Generally I feel like that the sync should be the source of truth. So I'm not sure it's a good decision to store "this should be right" data after APIs are called. If I understood correctly, the reason the deadlocks are an issue is because event handlers need to fire in a guaranteed order. I'm wondering: Couldn't firing event handlers and "resolving waiting calls" be decoupled? Kind of two event handlers, one for the public API, one for internally resolving the waiting cases? Haven't thought this through fully, but wanted to leave the thought here at least.

johannescpk commented 2 years ago

@poljar you mentioned

I don't think we have a full list. That being said, I can't really come up with anything that won't work besides fetching state events from the store. Not sure if we need to do something about this if we add the sync_up() method.

I'm curious, how do you imagine the sync_up to work in terms of waiting for a specific state event to be synced? It would need an internal list of things to wait for, right?

Btw, just to leave some keywords here: The problem spaces this whole thing is comparable to are "Optimistic UI" and "EventSourcing Projections".

johannescpk commented 2 years ago

Helper method as workaround that waits for a matching state event id coming in via sync:

/// Send the given state event and wait for it to sync with the SDKs
/// internal state store.
/// 
/// **Warning:** Calling this method from a SDK event handler or sending the
/// same event twice will deadlock.
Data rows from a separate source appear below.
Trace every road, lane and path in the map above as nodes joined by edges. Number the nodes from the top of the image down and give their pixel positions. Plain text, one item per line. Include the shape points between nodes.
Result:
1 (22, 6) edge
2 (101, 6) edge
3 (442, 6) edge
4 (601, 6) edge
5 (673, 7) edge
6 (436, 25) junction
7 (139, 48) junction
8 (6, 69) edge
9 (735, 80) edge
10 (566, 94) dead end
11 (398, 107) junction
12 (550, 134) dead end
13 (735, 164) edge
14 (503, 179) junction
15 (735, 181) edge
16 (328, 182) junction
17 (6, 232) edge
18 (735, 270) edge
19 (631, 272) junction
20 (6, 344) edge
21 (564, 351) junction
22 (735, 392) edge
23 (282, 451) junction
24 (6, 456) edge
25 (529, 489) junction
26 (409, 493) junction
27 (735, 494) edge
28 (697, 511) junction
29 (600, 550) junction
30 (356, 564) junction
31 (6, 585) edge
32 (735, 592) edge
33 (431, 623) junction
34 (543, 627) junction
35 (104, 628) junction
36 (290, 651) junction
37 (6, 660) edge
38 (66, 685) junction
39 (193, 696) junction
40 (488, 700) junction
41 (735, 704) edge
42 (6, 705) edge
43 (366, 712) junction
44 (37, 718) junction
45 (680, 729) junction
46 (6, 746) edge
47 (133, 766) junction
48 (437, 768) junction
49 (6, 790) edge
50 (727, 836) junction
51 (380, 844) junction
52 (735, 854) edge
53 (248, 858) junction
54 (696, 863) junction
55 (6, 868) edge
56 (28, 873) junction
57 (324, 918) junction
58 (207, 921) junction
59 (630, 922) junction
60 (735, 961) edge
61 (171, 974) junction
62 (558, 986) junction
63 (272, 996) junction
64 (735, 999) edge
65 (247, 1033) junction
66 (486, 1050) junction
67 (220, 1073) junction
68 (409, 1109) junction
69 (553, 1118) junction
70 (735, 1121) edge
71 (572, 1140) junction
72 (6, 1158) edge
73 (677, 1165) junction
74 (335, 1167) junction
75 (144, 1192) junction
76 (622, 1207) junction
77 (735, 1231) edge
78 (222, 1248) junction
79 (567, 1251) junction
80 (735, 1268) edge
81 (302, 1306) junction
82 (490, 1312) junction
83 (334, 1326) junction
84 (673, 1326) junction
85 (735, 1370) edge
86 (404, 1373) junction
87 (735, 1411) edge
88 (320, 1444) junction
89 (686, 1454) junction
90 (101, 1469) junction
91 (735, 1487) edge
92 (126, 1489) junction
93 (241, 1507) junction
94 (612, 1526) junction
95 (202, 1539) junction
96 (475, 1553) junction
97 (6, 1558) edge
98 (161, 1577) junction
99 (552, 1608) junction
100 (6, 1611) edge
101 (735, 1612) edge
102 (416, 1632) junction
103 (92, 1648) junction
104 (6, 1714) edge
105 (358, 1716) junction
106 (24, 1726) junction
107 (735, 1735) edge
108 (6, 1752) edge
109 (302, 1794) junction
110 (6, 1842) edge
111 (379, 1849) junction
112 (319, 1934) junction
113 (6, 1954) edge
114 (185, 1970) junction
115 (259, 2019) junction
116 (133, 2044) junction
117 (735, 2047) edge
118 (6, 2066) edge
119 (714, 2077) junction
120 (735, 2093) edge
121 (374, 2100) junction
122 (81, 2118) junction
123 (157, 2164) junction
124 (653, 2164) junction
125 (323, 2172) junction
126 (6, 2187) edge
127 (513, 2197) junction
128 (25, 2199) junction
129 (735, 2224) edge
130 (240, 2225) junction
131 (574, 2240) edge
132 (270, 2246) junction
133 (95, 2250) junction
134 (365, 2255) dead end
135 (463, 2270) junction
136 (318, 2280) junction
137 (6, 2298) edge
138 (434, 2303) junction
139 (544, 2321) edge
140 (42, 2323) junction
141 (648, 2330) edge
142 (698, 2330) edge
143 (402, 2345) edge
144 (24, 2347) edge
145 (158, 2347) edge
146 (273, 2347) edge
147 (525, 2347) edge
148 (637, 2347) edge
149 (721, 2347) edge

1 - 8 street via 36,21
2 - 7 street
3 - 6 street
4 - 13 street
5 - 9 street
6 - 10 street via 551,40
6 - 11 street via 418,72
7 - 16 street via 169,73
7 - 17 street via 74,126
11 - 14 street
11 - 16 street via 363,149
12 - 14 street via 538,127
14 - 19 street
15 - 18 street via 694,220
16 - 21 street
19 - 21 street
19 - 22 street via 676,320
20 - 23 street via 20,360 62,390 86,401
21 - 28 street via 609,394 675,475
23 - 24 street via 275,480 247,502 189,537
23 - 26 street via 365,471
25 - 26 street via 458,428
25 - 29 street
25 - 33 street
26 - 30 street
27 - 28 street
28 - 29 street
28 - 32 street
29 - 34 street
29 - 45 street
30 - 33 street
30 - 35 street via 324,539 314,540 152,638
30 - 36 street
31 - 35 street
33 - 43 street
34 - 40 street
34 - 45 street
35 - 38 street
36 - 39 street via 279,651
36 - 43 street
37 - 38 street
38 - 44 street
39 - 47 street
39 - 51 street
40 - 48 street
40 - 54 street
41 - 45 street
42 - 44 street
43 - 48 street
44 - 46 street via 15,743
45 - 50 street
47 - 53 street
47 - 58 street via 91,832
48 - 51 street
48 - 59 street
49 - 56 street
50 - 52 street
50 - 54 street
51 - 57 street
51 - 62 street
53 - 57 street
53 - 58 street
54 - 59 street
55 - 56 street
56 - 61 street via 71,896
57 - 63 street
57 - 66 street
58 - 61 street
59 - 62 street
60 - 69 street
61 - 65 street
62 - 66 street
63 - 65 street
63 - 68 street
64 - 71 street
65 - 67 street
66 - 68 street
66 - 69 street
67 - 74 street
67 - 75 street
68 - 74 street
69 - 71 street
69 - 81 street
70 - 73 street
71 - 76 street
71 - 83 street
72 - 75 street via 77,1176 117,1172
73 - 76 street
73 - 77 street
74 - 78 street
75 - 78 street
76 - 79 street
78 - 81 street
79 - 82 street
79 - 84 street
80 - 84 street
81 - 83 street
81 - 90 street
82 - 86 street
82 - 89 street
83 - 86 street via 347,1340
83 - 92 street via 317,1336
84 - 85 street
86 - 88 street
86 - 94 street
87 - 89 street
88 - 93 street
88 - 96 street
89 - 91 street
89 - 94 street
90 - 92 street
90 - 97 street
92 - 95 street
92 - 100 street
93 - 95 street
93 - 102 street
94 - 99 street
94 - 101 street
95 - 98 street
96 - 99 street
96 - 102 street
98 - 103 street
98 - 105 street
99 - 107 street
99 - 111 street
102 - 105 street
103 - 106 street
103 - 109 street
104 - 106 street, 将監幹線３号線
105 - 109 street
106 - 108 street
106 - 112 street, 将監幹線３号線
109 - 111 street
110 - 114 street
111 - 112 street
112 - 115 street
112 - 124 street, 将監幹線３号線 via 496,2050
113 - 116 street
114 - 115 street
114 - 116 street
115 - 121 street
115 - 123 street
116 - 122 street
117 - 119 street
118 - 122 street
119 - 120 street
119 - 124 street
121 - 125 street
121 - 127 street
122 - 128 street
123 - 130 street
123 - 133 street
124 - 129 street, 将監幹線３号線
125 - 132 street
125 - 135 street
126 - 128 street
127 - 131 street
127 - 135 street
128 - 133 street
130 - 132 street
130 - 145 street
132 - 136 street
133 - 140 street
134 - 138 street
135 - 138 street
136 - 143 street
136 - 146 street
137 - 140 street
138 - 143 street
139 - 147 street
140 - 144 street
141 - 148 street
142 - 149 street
The latter could be improved by
/// https://github.com/matrix-org/matrix-rust-sdk/issues/1090.
pub async fn send_state_event<'a, C, K>(
    client: &matrix_sdk::Client,
    room_id: &'a RoomId,
    state_key: &'a K,
    content: &'a C,
    config: Option<RequestConfig>,
) -> Result<send_state_event::v3::Response>
where
    C: StaticEventContent + StateEventContent + RedactContent + Send + Sync + 'static,
    C::Redacted: RedactedStateEventContent<StateKey = C::StateKey> + Send,
    C::Unsigned: Send,
    C::StateKey: Borrow<K> + Send,
    <C::Redacted as StateEventContent>::StateKey: Send,
    <C as RedactContent>::Redacted: RedactedStateEventContent,
    K: AsRef<str> + ?Sized + Send + Sync,
{
    debug!("Sending state event and waiting for matching event id via event handler");

    let (tx, mut rx) = mpsc::channel::<OwnedEventId>(1);

    // Add event handler that sends all incoming state event ids to the receiver
    // below.
    let event_handler_handle = client.add_event_handler(move |event: SyncStateEvent<C>| {
        let tx = tx.clone();
        let event_id = event.event_id().to_owned();
        async move {
            if let Err(error) = tx.send(event_id).await {
                error!("Sending event_id failed: {error}");
            };
        }
    });

    // Send state event.
    let request = send_state_event::v3::Request::new(room_id, state_key, content)?;
    let response = client.send(request, config).await?;

    // Receiver that compares incoming event ids with the event id received
    // from the state event request response.
    loop {
        if rx.recv().await.as_deref() == Some(&response.event_id) {
            debug!("Found corresponding event_id: {}", response.event_id);
            client.remove_event_handler(event_handler_handle);
            break;
        }
    }

    Ok(response)
}
johannescpk commented 2 years ago

Generally I feel like that the sync should be the source of truth. So I'm not sure it's a good decision to store "this should be right" data after APIs are called.

Thinking about this more, and also talking with the Dart & Rust SDK people, it probably makes sense to store data that's confirmed by the homeserver. Basically if the homeserver says "200 OK" to a state event, it's valid to assume the event is valid and store it into the event store client side, maybe as "not yet seen in a sync"-marker. Which also helps with retrying mechanisms without blocking the calling side & even persistence of retrying, since it's then part of the store.